Fin 2021, 4,1 millions de personnes étaient identifiées comme fragiles financièrement1. Quelle aide les banques leur apportent-elles ?
Ces millions de clients bénéficient d’un plafonnement automatique de tous les frais d’incident et, parmi eux, plus de 688 000 personnes ont accepté l’Offre clientèle fragile (OCF) proposée par leur banque. Pour 89 % d’entre eux, la situation de fragilité financière a été détectée sur la base de critères préventifs. Cela prouve la vigilance des banques dans l’accompagnement de leurs clients.
Une situation de fragilité financière peut être temporaire ou plus durable. Dans les deux cas, il est indispensable d’en parler avec son conseiller bancaire, pour trouver la solution adéquate. Les clients financièrement fragiles sont identifiés par les banques, grâce à des critères communs et à d’autres dépendants des établissements :
– aux termes du décret du 20 juillet 2020 (entrée en application en novembre), les critères de détection rapide de la fragilité financière sont les suivants : dès cinq incidents de paiement sur un mois, le client bénéficie d’un plafonnement de frais pendant trois mois ; le plafonnement de frais d’incidents est maintenu au titre du surendettement (matérialisé par la durée d’inscription au FICP2) ;
– les critères propres à chaque banque, publiés, depuis le 30 juin 2020, sur son site internet.
Toute personne s’estimant en situation de fragilité financière peut demander à sa banque de souscrire à l’OCF pour réduire ses risques d’incidents pour son compte principal.
Les banques sont l’un des maillons de tout un écosystème, composé d’acteurs sociaux, d’associations, d’institutions, des pouvoirs et organismes publics notamment. Il ne faut pas hésiter à les mobiliser, que ce soit en amont, pendant ou à la suite de périodes de difficultés financières.
Dans son manifeste d’octobre 2022, UFC-Que Choisir demande une réduction des frais d’incidents. Bercy a pour sa part souhaité un « bouclier sur les frais bancaires ». Que vont faire les banques en 2023 ?
Il y a là deux sujets : les frais d’incidents, avec la situation difficile de certains clients, et les tarifs bancaires du modèle relationnel et concurrentiel de la banque en France.
Sur les frais d’incidents, l’OCF, plafonnée à 3 euros/mois et composée de services essentiels visant à limiter les risques d’incidents bancaires, est proposée systématiquement aux clients détectés par les banquiers en raison de leur situation financière sur leur compte. Les frais d’incident des détenteurs sont alors plafonnés à 20 euros par mois.
Ce principe d’un plafonnement des frais d’incident vaut également pour les clients identifiés comme fragiles financièrement, c’est-à-dire à toute personne qui, selon les critères définis par la loi, pourrait être détentrice de l’OCF, mais qui, pour des raisons personnelles, n’a pas souhaité y souscrire. Les frais d’incident sont alors plafonnés à 25 euros par mois.
Parallèlement à cela, et dans le contexte d’inflation que nous connaissons, elles ont entendu, en septembre, la demande du ministre de l’Économie, de ramener l’OCF de 3 euros à 1 euro par mois, et de ne pas augmenter les tarifs de plus de 2 % sur l’année 2023. Chacune a pris des décisions en ce sens. Ce sont des mesures importantes qui montrent l’engagement des banques pour le pouvoir d’achat des Français.
Qu’elle vise à mieux encadrer le crédit à la consommation (pour UFC-Que Choisir) ou le paiement fractionné et différé (pour le député Philippe Chassaing, dans son rapport du 19 octobre), à quand la prochaine réforme ?

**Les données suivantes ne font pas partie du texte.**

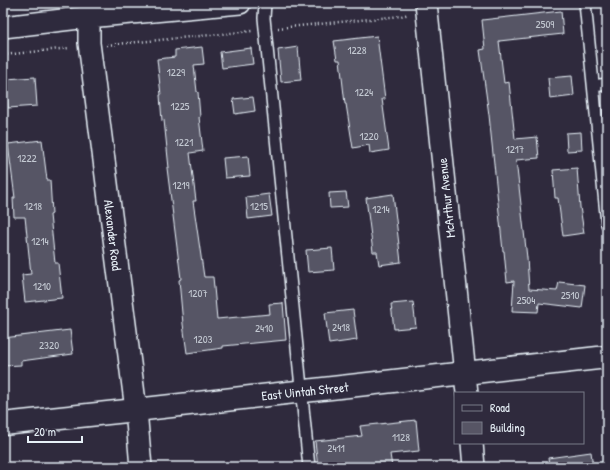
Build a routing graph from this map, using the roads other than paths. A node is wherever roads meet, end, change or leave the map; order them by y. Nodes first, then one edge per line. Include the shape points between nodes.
1 (240, 3) edge
2 (265, 3) edge
3 (585, 3) edge
4 (426, 6) edge
5 (89, 10) edge
6 (3, 27) edge
7 (607, 84) edge
8 (594, 86) junction
9 (607, 224) edge
10 (607, 358) edge
11 (466, 383) edge
12 (302, 391) junction
13 (136, 410) junction
14 (3, 424) edge
15 (472, 444) edge
16 (141, 467) edge
17 (309, 467) edge
18 (474, 467) edge

1 - 5 street
2 - 12 lane via 265,29
3 - 8 lane
4 - 11 street, McArthur Avenue
5 - 6 street
5 - 13 street, Alexander Road via 89,46
7 - 8 lane
8 - 9 lane
10 - 11 main road, East Uintah Street
11 - 12 main road, East Uintah Street
12 - 13 main road, East Uintah Street
12 - 17 lane
13 - 14 main road, East Uintah Street
13 - 16 street, Alexander Road
15 - 18 street

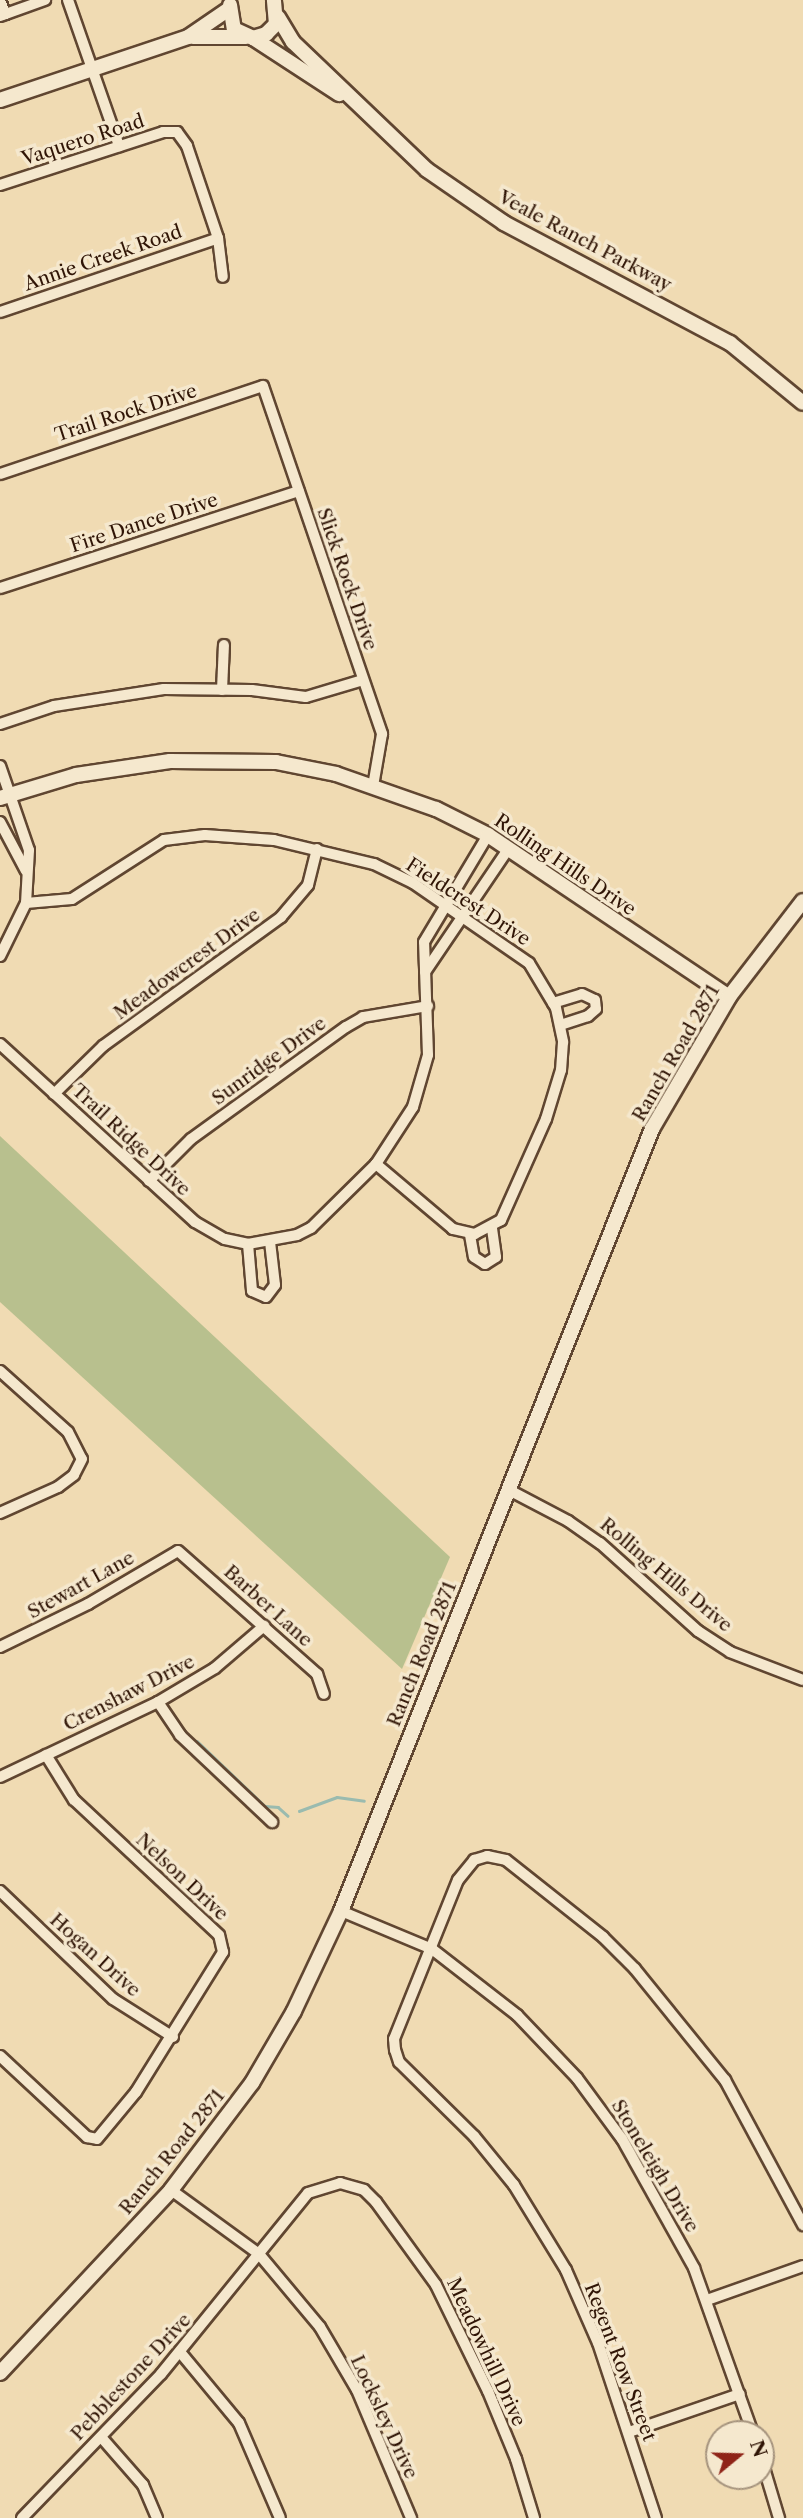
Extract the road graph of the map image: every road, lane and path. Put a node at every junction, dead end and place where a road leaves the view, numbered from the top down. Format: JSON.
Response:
{"nodes":[{"id":1,"x":0,"y":0,"type":"edge"},
{"id":2,"x":45,"y":0,"type":"edge"},
{"id":3,"x":68,"y":0,"type":"edge"},
{"id":4,"x":275,"y":0,"type":"edge"},
{"id":5,"x":231,"y":4,"type":"edge"},
{"id":6,"x":2,"y":15,"type":"edge"},
{"id":7,"x":278,"y":17,"type":"junction"},
{"id":8,"x":188,"y":37,"type":"junction"},
{"id":9,"x":249,"y":37,"type":"junction"},
{"id":10,"x":91,"y":69,"type":"junction"},
{"id":11,"x":0,"y":100,"type":"edge"},
{"id":12,"x":356,"y":103,"type":"junction"},
{"id":13,"x":119,"y":146,"type":"junction"},
{"id":14,"x":0,"y":185,"type":"edge"},
{"id":15,"x":218,"y":238,"type":"junction"},
{"id":16,"x":223,"y":276,"type":"dead end"},
{"id":17,"x":0,"y":312,"type":"edge"},
{"id":18,"x":262,"y":386,"type":"joint"},
{"id":19,"x":803,"y":402,"type":"edge"},
{"id":20,"x":0,"y":474,"type":"edge"},
{"id":21,"x":299,"y":491,"type":"junction"},
{"id":22,"x":0,"y":588,"type":"edge"},
{"id":23,"x":224,"y":645,"type":"dead end"},
{"id":24,"x":363,"y":680,"type":"junction"},
{"id":25,"x":222,"y":690,"type":"junction"},
{"id":26,"x":0,"y":724,"type":"edge"},
{"id":27,"x":0,"y":766,"type":"edge"},
{"id":28,"x":373,"y":786,"type":"junction"},
{"id":29,"x":6,"y":796,"type":"edge"},
{"id":30,"x":0,"y":822,"type":"edge"},
{"id":31,"x":488,"y":835,"type":"junction"},
{"id":32,"x":509,"y":848,"type":"junction"},
{"id":33,"x":317,"y":849,"type":"junction"},
{"id":34,"x":26,"y":871,"type":"junction"},
{"id":35,"x":803,"y":901,"type":"edge"},
{"id":36,"x":26,"y":903,"type":"junction"},
{"id":37,"x":444,"y":903,"type":"junction"},
{"id":38,"x":464,"y":916,"type":"junction"},
{"id":39,"x":0,"y":956,"type":"edge"},
{"id":40,"x":425,"y":972,"type":"junction"},
{"id":41,"x":729,"y":997,"type":"junction"},
{"id":42,"x":553,"y":1003,"type":"junction"},
{"id":43,"x":428,"y":1006,"type":"junction"},
{"id":44,"x":560,"y":1025,"type":"junction"},
{"id":45,"x":0,"y":1044,"type":"edge"},
{"id":46,"x":54,"y":1094,"type":"junction"},
{"id":47,"x":376,"y":1164,"type":"junction"},
{"id":48,"x":149,"y":1181,"type":"junction"},
{"id":49,"x":492,"y":1228,"type":"junction"},
{"id":50,"x":470,"y":1235,"type":"junction"},
{"id":51,"x":270,"y":1242,"type":"junction"},
{"id":52,"x":248,"y":1244,"type":"junction"},
{"id":53,"x":0,"y":1371,"type":"edge"},
{"id":54,"x":509,"y":1490,"type":"junction"},
{"id":55,"x":0,"y":1513,"type":"edge"},
{"id":56,"x":178,"y":1551,"type":"joint"},
{"id":57,"x":264,"y":1626,"type":"junction"},
{"id":58,"x":0,"y":1647,"type":"edge"},
{"id":59,"x":803,"y":1680,"type":"edge"},
{"id":60,"x":324,"y":1695,"type":"dead end"},
{"id":61,"x":158,"y":1702,"type":"junction"},
{"id":62,"x":46,"y":1755,"type":"junction"},
{"id":63,"x":0,"y":1777,"type":"edge"},
{"id":64,"x":272,"y":1822,"type":"dead end"},
{"id":65,"x":0,"y":1891,"type":"edge"},
{"id":66,"x":341,"y":1911,"type":"junction"},
{"id":67,"x":432,"y":1949,"type":"junction"},
{"id":68,"x":173,"y":2037,"type":"junction"},
{"id":69,"x":0,"y":2056,"type":"edge"},
{"id":70,"x":171,"y":2190,"type":"junction"},
{"id":71,"x":803,"y":2225,"type":"edge"},
{"id":72,"x":259,"y":2254,"type":"junction"},
{"id":73,"x":803,"y":2266,"type":"edge"},
{"id":74,"x":707,"y":2300,"type":"junction"},
{"id":75,"x":180,"y":2352,"type":"junction"},
{"id":76,"x":2,"y":2367,"type":"edge"},
{"id":77,"x":740,"y":2394,"type":"junction"},
{"id":78,"x":748,"y":2420,"type":"edge"},
{"id":79,"x":629,"y":2432,"type":"junction"},
{"id":80,"x":101,"y":2437,"type":"junction"},
{"id":81,"x":771,"y":2490,"type":"edge"},
{"id":82,"x":22,"y":2518,"type":"edge"},
{"id":83,"x":157,"y":2518,"type":"edge"},
{"id":84,"x":280,"y":2518,"type":"edge"},
{"id":85,"x":411,"y":2518,"type":"edge"},
{"id":86,"x":534,"y":2518,"type":"edge"},
{"id":87,"x":656,"y":2518,"type":"edge"},
{"id":88,"x":779,"y":2518,"type":"edge"}],
"edges":[{"from":1,"to":6,"type":"street"},
{"from":2,"to":6,"type":"street"},
{"from":3,"to":10,"type":"street"},
{"from":4,"to":7,"type":"street"},
{"from":5,"to":8,"type":"street"},
{"from":5,"to":9,"type":"street"},
{"from":7,"to":9,"type":"street"},
{"from":7,"to":12,"type":"street","name":"Veale Ranch Parkway"},
{"from":8,"to":9,"type":"street"},
{"from":8,"to":10,"type":"street"},
{"from":9,"to":12,"type":"street","name":"Veale Ranch Parkway"},
{"from":10,"to":11,"type":"street"},
{"from":10,"to":13,"type":"street"},
{"from":12,"to":19,"type":"street","name":"Veale Ranch Parkway"},
{"from":13,"to":14,"type":"street","name":"Vaquero Road"},
{"from":13,"to":15,"type":"street","name":"Vaquero Road"},
{"from":15,"to":16,"type":"street"},
{"from":15,"to":17,"type":"street","name":"Annie Creek Road"},
{"from":18,"to":20,"type":"street","name":"Trail Rock Drive"},
{"from":18,"to":21,"type":"street","name":"Slick Rock Drive"},
{"from":21,"to":22,"type":"street","name":"Fire Dance Drive"},
{"from":21,"to":24,"type":"street","name":"Slick Rock Drive"},
{"from":23,"to":25,"type":"street"},
{"from":24,"to":25,"type":"street"},
{"from":24,"to":28,"type":"street","name":"Slick Rock Drive"},
{"from":25,"to":26,"type":"street"},
{"from":27,"to":29,"type":"street"},
{"from":28,"to":29,"type":"street","name":"Rolling Hills Drive"},
{"from":28,"to":31,"type":"street","name":"Rolling Hills Drive"},
{"from":29,"to":34,"type":"street"},
{"from":30,"to":34,"type":"street"},
{"from":31,"to":32,"type":"street","name":"Rolling Hills Drive"},
{"from":31,"to":37,"type":"street","name":"Trail Ridge Drive"},
{"from":32,"to":38,"type":"street"},
{"from":32,"to":41,"type":"street","name":"Rolling Hills Drive"},
{"from":33,"to":36,"type":"street","name":"Fieldcrest Drive"},
{"from":33,"to":37,"type":"street","name":"Fieldcrest Drive"},
{"from":33,"to":46,"type":"street","name":"Meadowcrest Drive"},
{"from":34,"to":36,"type":"street"},
{"from":35,"to":41,"type":"street","name":"Ranch Road 2871"},
{"from":36,"to":39,"type":"street"},
{"from":37,"to":38,"type":"street","name":"Fieldcrest Drive"},
{"from":37,"to":40,"type":"street","name":"Trail Ridge Drive"},
{"from":38,"to":40,"type":"street"},
{"from":38,"to":42,"type":"street","name":"Fieldcrest Drive"},
{"from":40,"to":43,"type":"street","name":"Trail Ridge Drive"},
{"from":41,"to":54,"type":"street","name":"Ranch Road 2871"},
{"from":42,"to":44,"type":"street","name":"Fieldcrest Drive"},
{"from":42,"to":44,"type":"street"},
{"from":43,"to":47,"type":"street","name":"Trail Ridge Drive"},
{"from":43,"to":48,"type":"street","name":"Sunridge Drive"},
{"from":44,"to":49,"type":"street","name":"Fieldcrest Drive"},
{"from":45,"to":46,"type":"street","name":"Trail Ridge Drive"},
{"from":46,"to":48,"type":"street","name":"Trail Ridge Drive"},
{"from":47,"to":50,"type":"street"},
{"from":47,"to":51,"type":"street","name":"Trail Ridge Drive"},
{"from":48,"to":52,"type":"street","name":"Trail Ridge Drive"},
{"from":49,"to":50,"type":"street"},
{"from":49,"to":50,"type":"street"},
{"from":51,"to":52,"type":"street","name":"Trail Ridge Drive"},
{"from":51,"to":52,"type":"street"},
{"from":53,"to":55,"type":"street"},
{"from":54,"to":59,"type":"street","name":"Rolling Hills Drive"},
{"from":54,"to":66,"type":"street","name":"Ranch Road 2871"},
{"from":56,"to":57,"type":"street","name":"Barber Lane"},
{"from":56,"to":58,"type":"street","name":"Stewart Lane"},
{"from":57,"to":60,"type":"street","name":"Barber Lane"},
{"from":57,"to":61,"type":"street","name":"Crenshaw Drive"},
{"from":61,"to":62,"type":"street","name":"Crenshaw Drive"},
{"from":61,"to":64,"type":"street"},
{"from":62,"to":63,"type":"street","name":"Crenshaw Drive"},
{"from":62,"to":68,"type":"street","name":"Nelson Drive"},
{"from":65,"to":68,"type":"street","name":"Hogan Drive"},
{"from":66,"to":67,"type":"street","name":"Stoneleigh Drive"},
{"from":66,"to":70,"type":"street","name":"Ranch Road 2871"},
{"from":67,"to":71,"type":"street","name":"Regent Row Street"},
{"from":67,"to":74,"type":"street","name":"Stoneleigh Drive"},
{"from":67,"to":79,"type":"street","name":"Regent Row Street"},
{"from":68,"to":69,"type":"street","name":"Nelson Drive"},
{"from":70,"to":72,"type":"street","name":"Locksley Drive"},
{"from":70,"to":76,"type":"street","name":"Ranch Road 2871"},
{"from":72,"to":75,"type":"street","name":"Pebblestone Drive"},
{"from":72,"to":85,"type":"street","name":"Locksley Drive"},
{"from":72,"to":86,"type":"street","name":"Meadowhill Drive"},
{"from":73,"to":74,"type":"street"},
{"from":74,"to":77,"type":"street","name":"Stoneleigh Drive"},
{"from":75,"to":80,"type":"street","name":"Pebblestone Drive"},
{"from":75,"to":84,"type":"street"},
{"from":77,"to":78,"type":"street","name":"Stoneleigh Drive"},
{"from":77,"to":79,"type":"street"},
{"from":79,"to":87,"type":"street","name":"Regent Row Street"},
{"from":80,"to":82,"type":"street","name":"Pebblestone Drive"},
{"from":80,"to":83,"type":"street"},
{"from":81,"to":88,"type":"street"}]}
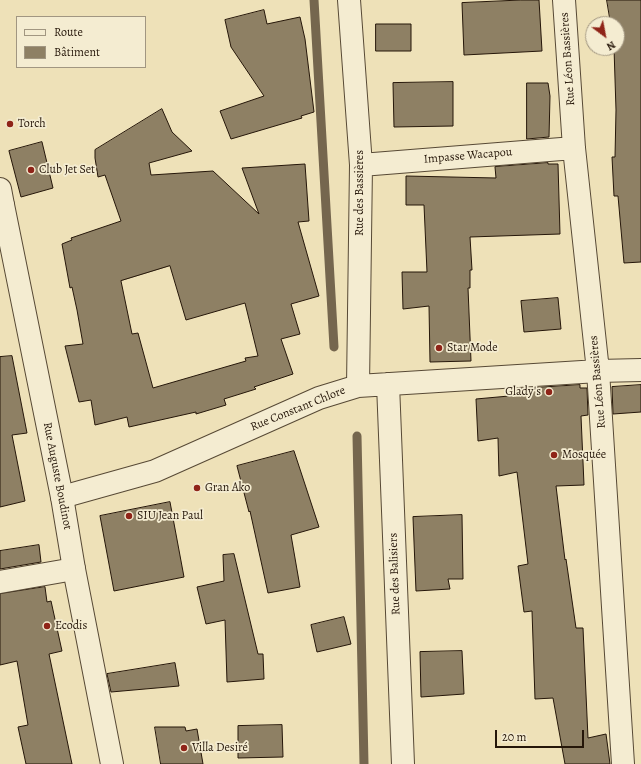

Le cadre réglementaire de la distribution des crédits à la consommation est régi en France, comme dans chaque pays européen, par une directive européenne dont le processus de révision est en cours. En effet, dans quelques mois à peine, devrait sortir un texte final adopté par la Commission européenne, le Conseil (les gouvernements) et le Parlement européens. Ces sujets seront traités, même si un cadre protecteur s’applique déjà en France.
Le ministre de l’Économie, des Finances et de la Souveraineté industrielle et numérique a d’ailleurs confirmé que c’est la directive Crédit à la consommation qui viendra apporter des solutions européennes cohérentes pour tous les pays. Agir avant et seul risquerait de devoir mettre en place un cadre très vite obsolète. Pour nous, il est important de trouver un bon équilibre entre l’intérêt et le parcours client, la capacité des acteurs à mettre en œuvre les dispositions pour un modèle économique rentable et assurer que tous les acteurs soient soumis aux mêmes obligations et contraintes en bénéficiant des mêmes opportunités. À ce stade, ces points restent un défi dans les travaux du texte révisé de la directive.